So, what kind of internet user that writes down their thoughts for the world to see would I be if I didn't eventually get a blog?
I hate the fact that Selena Gomez got famous. for gods sake, I couldn't get my name as my url because I'm assuming some teenybopper has it. and their blogs are probably all "zomg Selena Gomez iz lyke sow hawt && kewl && zomg I lyke luv her and stuff!!!1! LOL."
pissin' me off.
I remember when I was a kid I wanted to become famous,
so that way people would stop saying "Oh, like that famous singer that died and JLo played her in a movie??"

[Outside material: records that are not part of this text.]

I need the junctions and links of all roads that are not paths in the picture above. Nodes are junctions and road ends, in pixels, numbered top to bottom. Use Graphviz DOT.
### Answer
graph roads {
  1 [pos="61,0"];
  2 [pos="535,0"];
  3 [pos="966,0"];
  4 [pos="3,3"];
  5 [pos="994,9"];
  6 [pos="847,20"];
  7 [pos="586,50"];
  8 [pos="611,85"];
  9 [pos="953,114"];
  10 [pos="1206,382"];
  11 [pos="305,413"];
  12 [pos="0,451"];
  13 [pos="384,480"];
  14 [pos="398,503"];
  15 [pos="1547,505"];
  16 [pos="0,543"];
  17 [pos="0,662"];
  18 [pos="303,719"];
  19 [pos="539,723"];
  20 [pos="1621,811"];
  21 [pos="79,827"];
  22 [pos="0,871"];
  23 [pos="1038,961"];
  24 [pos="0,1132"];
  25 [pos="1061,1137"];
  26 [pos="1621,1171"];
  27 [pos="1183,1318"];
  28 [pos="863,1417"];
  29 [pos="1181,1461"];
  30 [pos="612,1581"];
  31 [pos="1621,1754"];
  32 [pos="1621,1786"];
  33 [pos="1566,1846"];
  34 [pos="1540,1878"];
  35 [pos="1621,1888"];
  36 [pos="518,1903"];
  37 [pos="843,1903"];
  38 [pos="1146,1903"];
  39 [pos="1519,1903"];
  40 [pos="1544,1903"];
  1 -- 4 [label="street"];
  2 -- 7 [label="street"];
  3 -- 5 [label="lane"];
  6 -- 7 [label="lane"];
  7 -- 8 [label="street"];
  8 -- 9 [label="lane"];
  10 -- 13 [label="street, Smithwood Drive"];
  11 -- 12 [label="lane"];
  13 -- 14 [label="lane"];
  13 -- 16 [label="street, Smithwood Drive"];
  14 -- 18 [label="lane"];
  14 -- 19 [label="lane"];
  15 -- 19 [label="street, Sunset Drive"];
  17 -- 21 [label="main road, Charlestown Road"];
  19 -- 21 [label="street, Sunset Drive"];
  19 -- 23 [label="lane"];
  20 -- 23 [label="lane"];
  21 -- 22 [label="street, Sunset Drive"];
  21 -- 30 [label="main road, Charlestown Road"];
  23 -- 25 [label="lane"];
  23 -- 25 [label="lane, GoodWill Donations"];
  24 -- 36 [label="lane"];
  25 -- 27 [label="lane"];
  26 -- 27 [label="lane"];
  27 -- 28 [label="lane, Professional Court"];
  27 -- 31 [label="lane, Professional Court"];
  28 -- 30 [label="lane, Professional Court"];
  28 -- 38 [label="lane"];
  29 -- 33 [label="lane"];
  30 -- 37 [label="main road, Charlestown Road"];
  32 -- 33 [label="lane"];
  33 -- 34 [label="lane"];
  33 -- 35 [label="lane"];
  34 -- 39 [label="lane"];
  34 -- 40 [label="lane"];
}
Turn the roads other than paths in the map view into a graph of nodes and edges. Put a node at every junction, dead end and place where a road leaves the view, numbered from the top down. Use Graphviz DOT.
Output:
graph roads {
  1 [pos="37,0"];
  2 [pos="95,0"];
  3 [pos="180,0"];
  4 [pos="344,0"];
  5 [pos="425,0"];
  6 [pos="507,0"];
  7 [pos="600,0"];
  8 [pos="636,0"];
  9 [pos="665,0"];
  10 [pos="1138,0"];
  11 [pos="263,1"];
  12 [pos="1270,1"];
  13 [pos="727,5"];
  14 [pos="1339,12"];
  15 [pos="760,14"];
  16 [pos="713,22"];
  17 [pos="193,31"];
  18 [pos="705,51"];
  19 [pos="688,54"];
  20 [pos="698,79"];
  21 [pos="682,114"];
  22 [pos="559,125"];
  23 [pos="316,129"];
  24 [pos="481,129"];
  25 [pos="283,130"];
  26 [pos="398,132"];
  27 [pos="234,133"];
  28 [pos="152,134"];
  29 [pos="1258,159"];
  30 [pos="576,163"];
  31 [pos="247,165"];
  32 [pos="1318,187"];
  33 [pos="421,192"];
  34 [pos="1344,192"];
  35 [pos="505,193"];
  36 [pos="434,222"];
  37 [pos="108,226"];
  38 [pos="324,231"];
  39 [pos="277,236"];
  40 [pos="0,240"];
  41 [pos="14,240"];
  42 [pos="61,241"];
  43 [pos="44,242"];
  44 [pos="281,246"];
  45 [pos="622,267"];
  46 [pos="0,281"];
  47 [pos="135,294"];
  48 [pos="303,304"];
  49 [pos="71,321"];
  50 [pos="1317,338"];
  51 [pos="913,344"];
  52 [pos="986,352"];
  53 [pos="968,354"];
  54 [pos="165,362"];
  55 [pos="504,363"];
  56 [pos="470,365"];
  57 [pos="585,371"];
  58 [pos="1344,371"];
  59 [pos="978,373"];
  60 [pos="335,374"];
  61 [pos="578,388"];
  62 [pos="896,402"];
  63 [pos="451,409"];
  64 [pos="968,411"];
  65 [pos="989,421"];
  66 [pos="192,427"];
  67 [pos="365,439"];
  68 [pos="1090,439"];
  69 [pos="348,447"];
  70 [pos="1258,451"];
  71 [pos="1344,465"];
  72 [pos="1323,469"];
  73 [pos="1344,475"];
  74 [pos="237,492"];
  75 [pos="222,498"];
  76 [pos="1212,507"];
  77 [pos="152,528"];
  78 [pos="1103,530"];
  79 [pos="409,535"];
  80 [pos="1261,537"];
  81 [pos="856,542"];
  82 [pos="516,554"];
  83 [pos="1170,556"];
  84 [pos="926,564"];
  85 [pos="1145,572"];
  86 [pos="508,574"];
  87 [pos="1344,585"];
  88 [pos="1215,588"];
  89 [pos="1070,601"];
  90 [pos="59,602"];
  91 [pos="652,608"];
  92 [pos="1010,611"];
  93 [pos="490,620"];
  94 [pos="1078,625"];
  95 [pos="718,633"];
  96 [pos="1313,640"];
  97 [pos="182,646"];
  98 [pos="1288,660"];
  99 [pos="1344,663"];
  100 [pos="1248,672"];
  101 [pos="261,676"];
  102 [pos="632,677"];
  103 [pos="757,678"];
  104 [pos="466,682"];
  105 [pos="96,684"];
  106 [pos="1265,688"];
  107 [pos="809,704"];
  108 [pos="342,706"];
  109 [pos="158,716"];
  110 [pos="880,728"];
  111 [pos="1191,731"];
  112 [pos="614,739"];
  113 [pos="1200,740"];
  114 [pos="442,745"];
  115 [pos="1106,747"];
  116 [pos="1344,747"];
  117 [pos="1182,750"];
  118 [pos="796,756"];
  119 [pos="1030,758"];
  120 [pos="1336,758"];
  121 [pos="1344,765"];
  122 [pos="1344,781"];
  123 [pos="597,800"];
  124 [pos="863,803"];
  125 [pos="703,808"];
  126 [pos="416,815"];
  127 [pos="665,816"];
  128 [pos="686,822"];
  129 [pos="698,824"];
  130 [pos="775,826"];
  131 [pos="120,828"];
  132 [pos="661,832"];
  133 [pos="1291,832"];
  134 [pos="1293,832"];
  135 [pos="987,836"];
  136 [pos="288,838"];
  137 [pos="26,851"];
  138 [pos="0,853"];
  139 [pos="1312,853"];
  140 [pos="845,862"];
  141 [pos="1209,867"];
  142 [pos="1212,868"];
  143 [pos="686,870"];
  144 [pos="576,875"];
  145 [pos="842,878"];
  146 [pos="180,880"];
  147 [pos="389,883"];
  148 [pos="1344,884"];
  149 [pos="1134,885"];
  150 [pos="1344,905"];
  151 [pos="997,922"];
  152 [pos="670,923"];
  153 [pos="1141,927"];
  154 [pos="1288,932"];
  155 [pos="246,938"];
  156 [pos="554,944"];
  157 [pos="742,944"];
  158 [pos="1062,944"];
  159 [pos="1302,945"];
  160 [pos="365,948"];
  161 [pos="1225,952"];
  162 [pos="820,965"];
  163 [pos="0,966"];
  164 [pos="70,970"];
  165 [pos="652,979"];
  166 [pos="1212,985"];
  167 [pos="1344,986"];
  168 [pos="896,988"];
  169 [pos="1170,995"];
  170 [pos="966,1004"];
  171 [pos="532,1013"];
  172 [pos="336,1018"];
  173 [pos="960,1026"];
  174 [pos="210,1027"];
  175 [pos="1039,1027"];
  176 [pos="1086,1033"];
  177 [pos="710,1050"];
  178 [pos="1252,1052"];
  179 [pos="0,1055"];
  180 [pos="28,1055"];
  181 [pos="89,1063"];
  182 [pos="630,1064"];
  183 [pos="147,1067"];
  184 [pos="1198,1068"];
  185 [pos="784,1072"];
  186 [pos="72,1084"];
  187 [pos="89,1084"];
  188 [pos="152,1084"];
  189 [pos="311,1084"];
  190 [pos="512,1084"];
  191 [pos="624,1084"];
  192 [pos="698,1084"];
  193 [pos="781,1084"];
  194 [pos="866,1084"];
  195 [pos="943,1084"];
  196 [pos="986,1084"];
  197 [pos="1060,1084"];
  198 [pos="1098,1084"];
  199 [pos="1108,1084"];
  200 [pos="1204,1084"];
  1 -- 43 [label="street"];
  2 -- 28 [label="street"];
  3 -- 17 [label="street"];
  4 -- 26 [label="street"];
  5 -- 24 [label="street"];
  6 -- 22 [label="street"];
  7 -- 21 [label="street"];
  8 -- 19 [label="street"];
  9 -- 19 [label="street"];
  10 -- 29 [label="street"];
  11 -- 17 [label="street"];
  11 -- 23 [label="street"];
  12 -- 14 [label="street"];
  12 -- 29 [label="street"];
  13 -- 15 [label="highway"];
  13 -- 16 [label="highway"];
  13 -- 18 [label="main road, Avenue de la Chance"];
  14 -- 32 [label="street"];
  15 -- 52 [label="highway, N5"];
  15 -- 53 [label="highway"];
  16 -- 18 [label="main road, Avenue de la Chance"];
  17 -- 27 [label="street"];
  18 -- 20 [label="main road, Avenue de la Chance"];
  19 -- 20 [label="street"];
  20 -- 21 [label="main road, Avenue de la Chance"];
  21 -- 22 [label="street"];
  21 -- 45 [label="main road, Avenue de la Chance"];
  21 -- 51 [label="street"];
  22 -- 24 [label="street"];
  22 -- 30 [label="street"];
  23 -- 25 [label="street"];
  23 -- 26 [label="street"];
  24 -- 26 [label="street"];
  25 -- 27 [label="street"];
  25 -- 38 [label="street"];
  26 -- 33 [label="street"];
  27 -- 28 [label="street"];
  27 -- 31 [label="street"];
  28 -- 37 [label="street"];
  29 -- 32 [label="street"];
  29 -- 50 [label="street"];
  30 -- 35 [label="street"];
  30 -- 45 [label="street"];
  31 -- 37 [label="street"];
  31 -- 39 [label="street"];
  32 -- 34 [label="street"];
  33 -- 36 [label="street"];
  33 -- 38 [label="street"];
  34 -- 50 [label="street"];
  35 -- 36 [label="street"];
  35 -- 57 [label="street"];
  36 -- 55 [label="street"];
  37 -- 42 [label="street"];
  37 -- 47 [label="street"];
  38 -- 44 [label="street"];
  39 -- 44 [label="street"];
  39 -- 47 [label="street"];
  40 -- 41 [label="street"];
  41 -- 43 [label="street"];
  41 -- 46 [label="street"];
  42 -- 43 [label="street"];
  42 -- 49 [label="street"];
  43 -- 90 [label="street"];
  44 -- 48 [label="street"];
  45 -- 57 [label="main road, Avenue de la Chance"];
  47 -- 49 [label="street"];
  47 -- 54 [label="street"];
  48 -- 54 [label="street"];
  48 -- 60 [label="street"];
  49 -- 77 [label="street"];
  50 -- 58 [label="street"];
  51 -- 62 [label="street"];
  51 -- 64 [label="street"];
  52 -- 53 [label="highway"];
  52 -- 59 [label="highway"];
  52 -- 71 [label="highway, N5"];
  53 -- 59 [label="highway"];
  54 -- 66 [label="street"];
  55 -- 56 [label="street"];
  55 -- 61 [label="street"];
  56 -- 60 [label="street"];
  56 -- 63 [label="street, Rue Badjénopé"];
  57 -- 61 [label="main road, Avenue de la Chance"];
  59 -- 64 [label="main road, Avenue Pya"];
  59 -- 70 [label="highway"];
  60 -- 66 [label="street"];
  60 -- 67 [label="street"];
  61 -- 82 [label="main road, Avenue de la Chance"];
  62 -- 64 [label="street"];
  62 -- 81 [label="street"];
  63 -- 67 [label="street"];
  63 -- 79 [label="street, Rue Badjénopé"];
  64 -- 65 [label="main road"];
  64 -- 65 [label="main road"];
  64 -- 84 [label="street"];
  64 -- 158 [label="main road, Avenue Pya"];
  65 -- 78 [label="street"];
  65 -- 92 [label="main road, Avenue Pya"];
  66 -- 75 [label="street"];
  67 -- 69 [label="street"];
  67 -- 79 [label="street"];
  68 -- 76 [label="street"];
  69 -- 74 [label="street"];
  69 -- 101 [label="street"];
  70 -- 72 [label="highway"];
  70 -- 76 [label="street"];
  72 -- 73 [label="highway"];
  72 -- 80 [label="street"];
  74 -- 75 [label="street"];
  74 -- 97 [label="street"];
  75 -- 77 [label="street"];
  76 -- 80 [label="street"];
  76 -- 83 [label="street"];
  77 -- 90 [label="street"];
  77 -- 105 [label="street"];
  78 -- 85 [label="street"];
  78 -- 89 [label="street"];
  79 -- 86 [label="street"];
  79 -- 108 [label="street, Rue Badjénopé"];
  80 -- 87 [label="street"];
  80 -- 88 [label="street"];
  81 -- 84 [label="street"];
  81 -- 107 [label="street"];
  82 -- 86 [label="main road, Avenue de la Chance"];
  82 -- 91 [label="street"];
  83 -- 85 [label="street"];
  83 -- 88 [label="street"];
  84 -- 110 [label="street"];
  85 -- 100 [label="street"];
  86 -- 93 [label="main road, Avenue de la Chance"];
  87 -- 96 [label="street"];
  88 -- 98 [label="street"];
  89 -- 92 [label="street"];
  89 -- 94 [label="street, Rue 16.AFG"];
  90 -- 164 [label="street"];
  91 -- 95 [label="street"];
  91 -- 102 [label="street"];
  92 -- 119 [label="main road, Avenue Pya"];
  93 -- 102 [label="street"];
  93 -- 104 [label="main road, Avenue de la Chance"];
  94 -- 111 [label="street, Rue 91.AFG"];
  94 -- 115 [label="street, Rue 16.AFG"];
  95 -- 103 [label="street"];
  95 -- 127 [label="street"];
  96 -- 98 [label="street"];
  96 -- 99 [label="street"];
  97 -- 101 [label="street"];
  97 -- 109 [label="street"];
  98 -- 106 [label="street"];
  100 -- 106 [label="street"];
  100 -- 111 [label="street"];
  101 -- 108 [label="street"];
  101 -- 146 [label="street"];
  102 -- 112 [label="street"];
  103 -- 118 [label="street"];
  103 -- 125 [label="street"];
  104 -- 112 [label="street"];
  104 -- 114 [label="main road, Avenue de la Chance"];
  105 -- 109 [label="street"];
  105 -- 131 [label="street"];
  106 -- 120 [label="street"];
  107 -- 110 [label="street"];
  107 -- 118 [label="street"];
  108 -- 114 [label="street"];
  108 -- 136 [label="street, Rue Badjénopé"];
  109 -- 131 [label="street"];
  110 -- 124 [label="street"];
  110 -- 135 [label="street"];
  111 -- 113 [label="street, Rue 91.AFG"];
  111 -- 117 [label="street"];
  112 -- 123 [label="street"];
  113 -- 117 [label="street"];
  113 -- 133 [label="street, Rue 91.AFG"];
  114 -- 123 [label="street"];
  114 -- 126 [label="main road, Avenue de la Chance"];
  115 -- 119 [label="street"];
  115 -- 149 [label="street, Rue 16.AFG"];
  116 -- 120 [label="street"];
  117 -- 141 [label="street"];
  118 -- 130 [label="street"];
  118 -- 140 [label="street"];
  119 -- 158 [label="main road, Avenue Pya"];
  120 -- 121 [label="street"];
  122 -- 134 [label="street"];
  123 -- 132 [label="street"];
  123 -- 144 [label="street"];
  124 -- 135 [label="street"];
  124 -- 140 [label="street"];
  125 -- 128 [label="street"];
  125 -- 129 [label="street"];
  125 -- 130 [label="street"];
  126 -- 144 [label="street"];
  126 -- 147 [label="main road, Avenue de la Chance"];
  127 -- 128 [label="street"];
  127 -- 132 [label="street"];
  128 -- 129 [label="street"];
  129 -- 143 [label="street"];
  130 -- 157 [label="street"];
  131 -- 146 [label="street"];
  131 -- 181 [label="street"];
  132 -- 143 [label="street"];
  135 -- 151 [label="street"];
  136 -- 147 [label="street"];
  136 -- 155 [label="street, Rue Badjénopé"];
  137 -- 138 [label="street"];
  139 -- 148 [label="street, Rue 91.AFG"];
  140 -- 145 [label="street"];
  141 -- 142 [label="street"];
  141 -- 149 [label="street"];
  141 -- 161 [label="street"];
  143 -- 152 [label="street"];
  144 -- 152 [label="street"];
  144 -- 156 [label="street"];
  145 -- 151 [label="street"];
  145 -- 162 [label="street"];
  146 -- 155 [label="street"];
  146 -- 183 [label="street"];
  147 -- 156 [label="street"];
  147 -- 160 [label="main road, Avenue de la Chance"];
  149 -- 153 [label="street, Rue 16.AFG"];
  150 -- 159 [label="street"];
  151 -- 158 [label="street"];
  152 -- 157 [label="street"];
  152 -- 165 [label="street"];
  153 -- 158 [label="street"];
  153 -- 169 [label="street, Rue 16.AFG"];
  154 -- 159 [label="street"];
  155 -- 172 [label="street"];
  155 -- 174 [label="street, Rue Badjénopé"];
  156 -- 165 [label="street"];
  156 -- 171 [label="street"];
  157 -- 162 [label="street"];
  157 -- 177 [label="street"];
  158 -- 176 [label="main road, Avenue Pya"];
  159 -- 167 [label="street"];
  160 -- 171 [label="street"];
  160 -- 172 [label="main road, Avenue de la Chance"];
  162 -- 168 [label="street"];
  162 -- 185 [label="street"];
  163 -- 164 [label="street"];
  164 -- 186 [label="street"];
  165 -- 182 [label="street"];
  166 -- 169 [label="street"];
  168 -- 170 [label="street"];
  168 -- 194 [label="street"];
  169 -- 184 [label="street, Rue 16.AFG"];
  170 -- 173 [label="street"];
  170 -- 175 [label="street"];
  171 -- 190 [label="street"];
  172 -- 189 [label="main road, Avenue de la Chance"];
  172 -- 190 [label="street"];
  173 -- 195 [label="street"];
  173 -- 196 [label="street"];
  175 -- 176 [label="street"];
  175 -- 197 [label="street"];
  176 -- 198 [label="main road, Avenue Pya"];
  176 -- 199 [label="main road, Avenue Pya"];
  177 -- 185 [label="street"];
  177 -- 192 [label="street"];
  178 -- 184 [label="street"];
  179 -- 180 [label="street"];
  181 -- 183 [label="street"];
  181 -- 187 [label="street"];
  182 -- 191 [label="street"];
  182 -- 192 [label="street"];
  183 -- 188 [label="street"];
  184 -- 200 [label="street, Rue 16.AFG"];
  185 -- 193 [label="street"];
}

And I still get that a lot.
And I know that shortly,
someone I meet will just utter the words that will throw me into such a rage,
the moment will happen,
and their mouth and words will be in slow mo'
and my eyes will zoom in,
and only see their mouth move as they say
"Oh, Like Selena Gomez?"
and those will most likely be that last words they ever say.
...
okay probably not.
I'll probably just make one of my faces and say surly-ly
"Yes, like Selena Gomez...fuck my life."
I feel like there is a lot of pressure on this blog I am writing right now.
Like.
This is the first one.
I mean, sure I can always delete it later,
but I mean, a first time should be special, ya know?
so I'm trying my best to be awesome,
and not boring,
but gentle, too.
Random people keep friend requesting me on facebook,
not complaining, it's just strange.
A lot of my family is now on facebook,
as well as teachers that I hold near and dear to my heart,
so I find that I must censor myself a lot.
Because even though I'm the type of person who's favorite swear word is fuck,
I'm not going to go putting that in my status anymore
because I don't want them to think less of me.
These are people who to me, their opinions matter the most.
I have so much respect for them.
Oh.
And slowly but surely, I'm giving up on Maine boys/guys/men.
I can't help but feel like I'm either wasting my time,
or everything they say is just a clever game.
and I'm over games.
My life, to me, is a movie.
Eventually I'll have some great romantic plot,
but right now, I'm not feeling it.
Everytime I think I'm close to something
with potential to be great,
I get let down.
or I get scared and fuck everything up.
I'm always amazed by the amount of people that:
care about me, think about me, read and are interested in the things I write, talk to me, want to get to know me, think I'm pretty, want me to be around.
it's always just so surreal to me.
I like the way people know stuff about me,
after only meeting me once,
like they really noticed me,
or listened to something i said,
that even though I didn't think it was a big deal,
they remembered it.
it's amazing.
So I have to go get ready for my second-to-last day at work right now.
So I suppose I'll end this now.
So hey, everybody, my name is Selena Rox, and I'm a legit blogger now.